Travail is known for its culinary creativity, and that’s in ample evidence at Umami. Their take on dim sum includes a few of dishes that have some resemblance to traditional Chinese tea house fare, such as their pork dumplings and shrimp dumplings, but most of the menu offerings are their own creations, such as the avocado with soft-boiled egg, or the octopus croquette. The flavors tend to be robust, rather than delicate, and occasionally a bit salty, but most of it was very tasty. I probably wouldn’t order the octopus croquette again, or the surprisingly bland sliced pork loin, but other items, such as the kim chi, the kombu and cucumber salad, the chicken wings and the ramen noodle soup were all winners.
If you want a reservation for Umami, you have to buy tickets in advance online.
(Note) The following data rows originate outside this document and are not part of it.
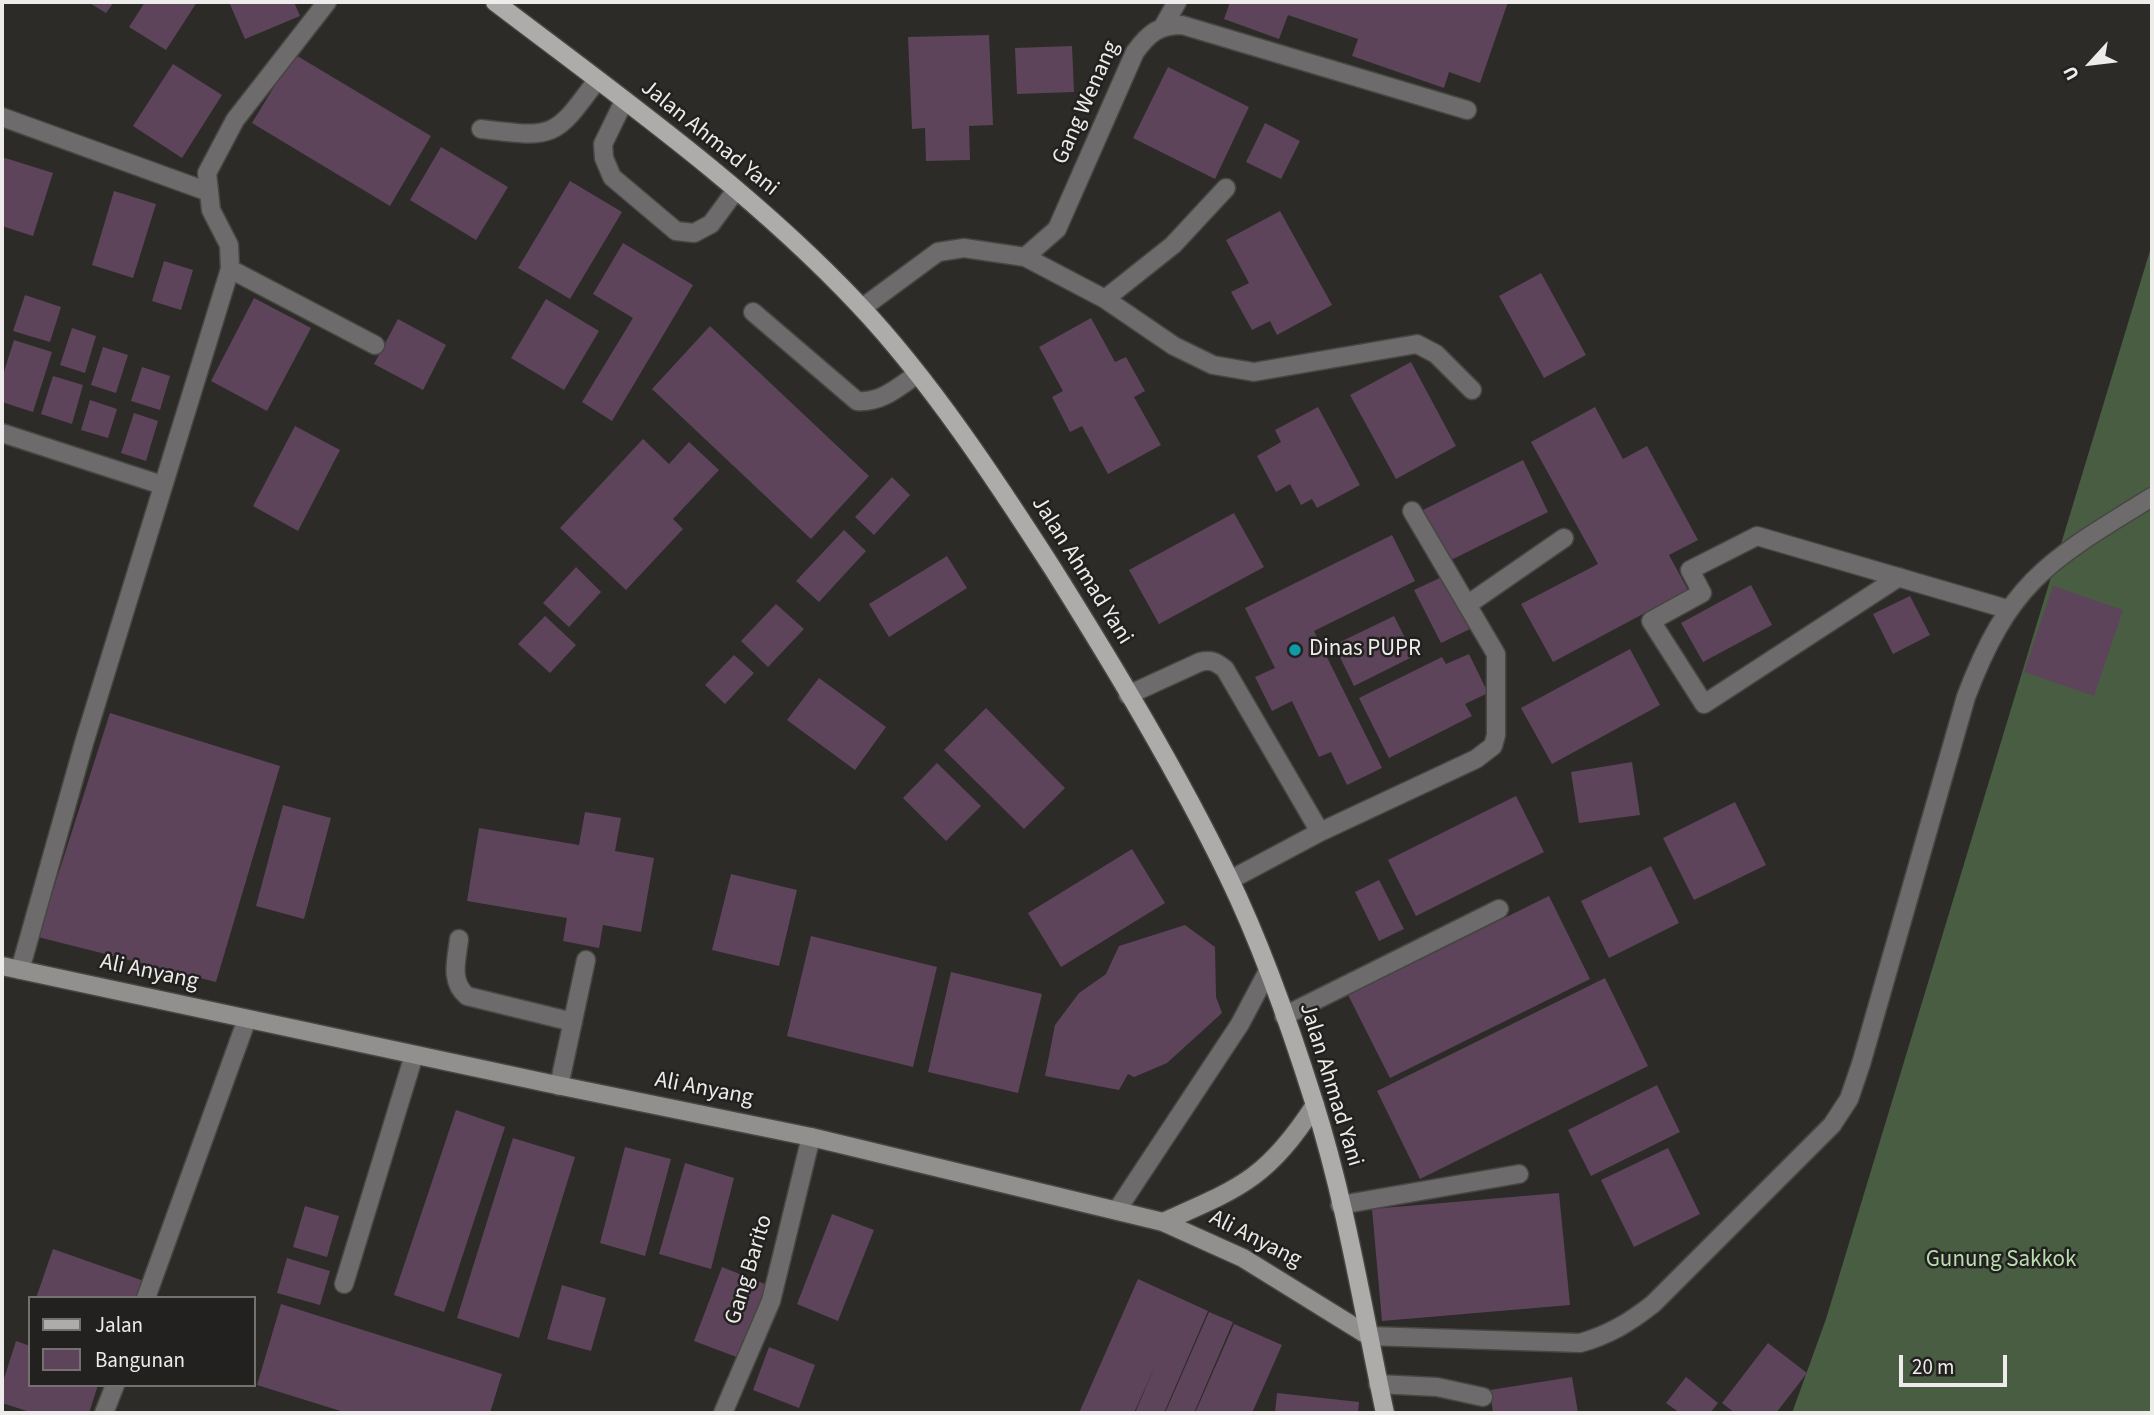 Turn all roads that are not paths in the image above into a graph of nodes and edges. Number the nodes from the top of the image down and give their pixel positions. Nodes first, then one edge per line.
1 (327, 2) edge
2 (495, 2) edge
3 (1177, 2) edge
4 (1164, 25) junction
5 (597, 80) junction
6 (624, 101) junction
7 (1467, 110) dead end
8 (2, 117) edge
9 (481, 129) dead end
10 (1226, 188) dead end
11 (206, 191) junction
12 (736, 191) junction
13 (1025, 257) junction
14 (230, 269) junction
15 (1105, 299) junction
16 (862, 308) junction
17 (753, 312) dead end
18 (375, 345) dead end
19 (916, 375) junction
20 (1472, 390) dead end
21 (2, 433) edge
22 (162, 485) junction
23 (2152, 497) edge
24 (1412, 511) dead end
25 (1564, 538) dead end
26 (1899, 577) junction
27 (1467, 605) junction
28 (2007, 609) junction
29 (1128, 695) junction
30 (1320, 832) junction
31 (1230, 880) junction
32 (1499, 909) dead end
33 (459, 939) dead end
34 (586, 960) dead end
35 (2, 966) edge
36 (20, 970) junction
37 (1268, 971) junction
38 (1284, 1016) junction
39 (247, 1019) junction
40 (573, 1023) junction
41 (414, 1055) junction
42 (559, 1086) junction
43 (1315, 1105) junction
44 (811, 1137) junction
45 (1519, 1174) dead end
46 (1340, 1205) junction
47 (1117, 1210) junction
48 (1163, 1222) junction
49 (344, 1284) dead end
50 (147, 1296) edge
51 (1369, 1336) junction
52 (1378, 1384) junction
53 (113, 1387) edge
54 (1483, 1397) dead end
55 (104, 1413) edge
56 (723, 1413) edge
57 (1385, 1413) edge

1 - 11 street
2 - 5 main road, Jalan Ahmad Yani
3 - 4 street, Gang Wenang
4 - 7 street
4 - 13 street, Gang Wenang
5 - 6 main road, Jalan Ahmad Yani
5 - 9 street
6 - 12 main road, Jalan Ahmad Yani
6 - 12 street
8 - 11 street
10 - 15 street
11 - 14 street
12 - 16 main road, Jalan Ahmad Yani
13 - 15 street
13 - 16 street
14 - 18 street
14 - 22 street
15 - 20 street
16 - 19 main road, Jalan Ahmad Yani
17 - 19 street
19 - 29 main road, Jalan Ahmad Yani
21 - 22 street
22 - 36 street
23 - 28 street
24 - 27 street
25 - 27 street
26 - 26 street
26 - 28 street
27 - 30 street
28 - 51 street
29 - 30 street
29 - 31 main road, Jalan Ahmad Yani
30 - 31 street
31 - 37 main road, Jalan Ahmad Yani
32 - 38 street
33 - 40 street
34 - 40 street
35 - 36 street, Ali Anyang
36 - 39 street, Ali Anyang
37 - 38 main road, Jalan Ahmad Yani
37 - 47 street
38 - 43 main road, Jalan Ahmad Yani
39 - 41 street, Ali Anyang
39 - 50 street
40 - 42 street
41 - 42 street, Ali Anyang
41 - 49 street
42 - 44 street, Ali Anyang
43 - 46 main road, Jalan Ahmad Yani
43 - 48 street
44 - 47 street, Ali Anyang
44 - 56 street, Gang Barito
45 - 46 street
46 - 51 main road, Jalan Ahmad Yani
47 - 48 street, Ali Anyang
48 - 51 street, Ali Anyang
51 - 52 main road, Jalan Ahmad Yani
52 - 54 street
52 - 57 main road, Jalan Ahmad Yani
53 - 55 street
They announce on their website and Facebook page when a new round of reservations will become available, and they tend to sell out quickly. (My reservation, made six days ago, was for 9 p.m., because that was the only time slot still available.)
A Chinese-American friend of mine tipped me off to the dim sum at Wanderer’s Garden in Minnetonka. “As good as Mandarin Kitchen,” he claimed, “and without the long lines of customers waiting for a table.”
So we headed off last Saturday to the restaurant, located in a strip mall near Ridgedale, at 394 and Plymouth. At 1 p.m. there was no wait for a table, and the cart that came by offered a decent selection of tidbits, with more that could be ordered from a menu.
I don’t think I would rate the dim sum at Wanderer’s Garden quite on a par with Mandarin Kitchen, but the items we sampled were certainly good enough to be enjoyable: shrimp dumplings, a pan-fried bean curd skin stuffed with shrimp, deep-fried tofu stuffed with shrimp, and a combination of shrimp, pork, fake crab and taro root, all wrapped in a tofu skin wrapper.
Lizhi (lychee) Culinary Tour to Southern China
My friend Pearl Bergad, executive director of the Chinese Heritage Foundation, put together a brochure for a trip she is organizing to Guangzhou, China, the home of Cantonese cuisine. Here are a few excerpts to whet your appetite:
“There is an age-old Chinese saying that throughout the entire country, the best eating takes place in Guangzhou, capital of Guangdong Province in southern China.
“Besides the sheer number of tea houses, restaurants, and street stalls that surpasses that of all other cities, it is the abundance of fresh local food sources, creative varieties of dim sum, and different subtle styles of cooking that combine to generate an on-site experience that knows no peer…
“Given the fame of Guangzhou’s cooking, many tourists come especially for its food. They look forward to tasting its meat and vegetable dishes, its delicate dim sum, and to soaking in the local food culture. They leave with fond memories of having taken part in a culinary experience that is pleasing both to the eye and the palate.
“With this unique experience in mind, we have created a six-day Lizhi Culinary Tour to Southern China for our Minnesota friends. Timed to coincide with the peak of the lizhi season, it will be led by veteran Guangzhou native Vincent Mar…”
Dates: June 20 – 25, 2014
Cost: $1,420/person, valid until first week in December 2013. It does not include round-trip airfare to China. Tour operator would be happy to assist in purchasing air
tickets, and arranging for before or after hotel stays elsewhere.